En ce qui concerne la taxe sur la publicité, je souhaite que les acteurs français ne subissent pas une double peine, à savoir payer une taxe supplémentaire en plus des prélèvements auxquels les acteurs étrangers ne sont pas assujettis.
Ce qui m'inquiète, c'est l'absence de stratégie européenne et le maintien de notre indépendance numérique. Or, peu à peu, les allemands sont plus conscients que nous de la structuration du marché au profit des acteurs américains. Ceux-ci bénéficient du « Internet freedom act » qui leur a permis de conquérir les marchés extérieurs. Rien de tel en Europe où nous devenons une colonie du numérique, toute la valeur étant captée par ces acteurs étrangers. L'infonuage (cloud computing) est en passe d'assurer une domination américaine sur le stockage de données. La matière est certes « gazeuse » mais elle représente un enjeu fiscal et industriel essentiel.

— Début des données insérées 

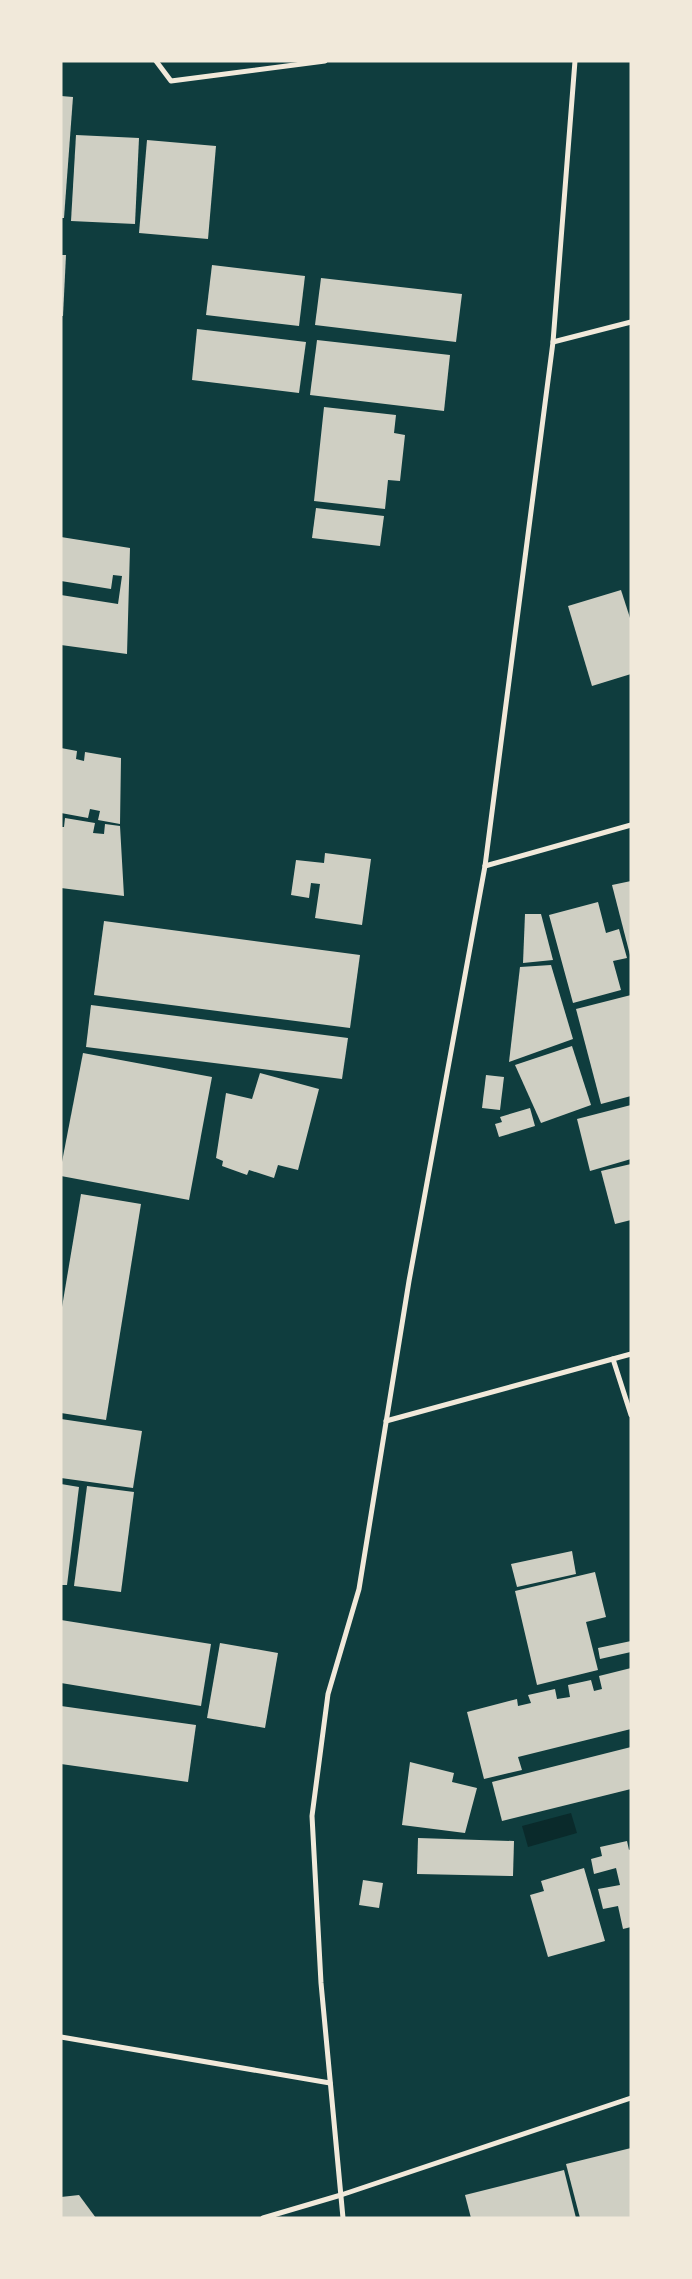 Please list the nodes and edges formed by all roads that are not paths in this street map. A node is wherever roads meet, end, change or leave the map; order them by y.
1 (156, 61) edge
2 (325, 61) edge
3 (575, 61) edge
4 (631, 322) edge
5 (553, 342) junction
6 (631, 825) edge
7 (485, 866) junction
8 (631, 1354) edge
9 (613, 1358) junction
10 (631, 1415) edge
11 (386, 1422) junction
12 (61, 2037) edge
13 (330, 2083) junction
14 (631, 2098) edge
15 (341, 2195) junction
16 (263, 2218) edge
17 (343, 2218) edge

1 - 2 street
3 - 5 street
4 - 5 street
5 - 7 street
6 - 7 street
7 - 11 street
8 - 9 street
9 - 10 street
9 - 11 street
11 - 13 street
12 - 13 street
13 - 15 street
14 - 15 street
15 - 16 street
15 - 17 street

M. Philippe Marini, président. - Par le biais fiscal, nous touchons à un domaine très vaste et primordial. Il est paradoxal que l'Europe, qui s'est construite sur les notions de marché et de concurrence, ait contribué à créer des positions dominantes parmi les pires qui existent. C'est une contradiction fondamentale ! Notre démarche doit être menée à divers niveaux.
Mme Fabienne Keller. - La commission des finances ne pourrait-elle être à l'origine d'une initiative interparlementaire et diffuser ce message auprès de nos collègues des autres Etats membres ?
M. Joël Bourdin. - Bonne idée !
M. Philippe Marini, président. - C'est ce que je m'efforce de faire et cela doit être préparé pour déboucher sur une résolution commune. Donc, une phase de négociation préalable est nécessaire. Le mouvement est en cours et c'est un très bon sujet concret de coopération interparlementaire.
A l'issue de ce débat, la commission donne acte de sa communication à M. Philippe Marini et en autorise la publication sous la forme d'un rapport d'information.
Organisme extra-parlementaire - Désignation de candidats
La commission désigne ensuite M. Jean-Pierre Caffet comme candidat titulaire et M. Serge Dassault comme candidat suppléant proposés à la nomination du Sénat pour siéger au sein du Haut conseil du financement de la protection sociale.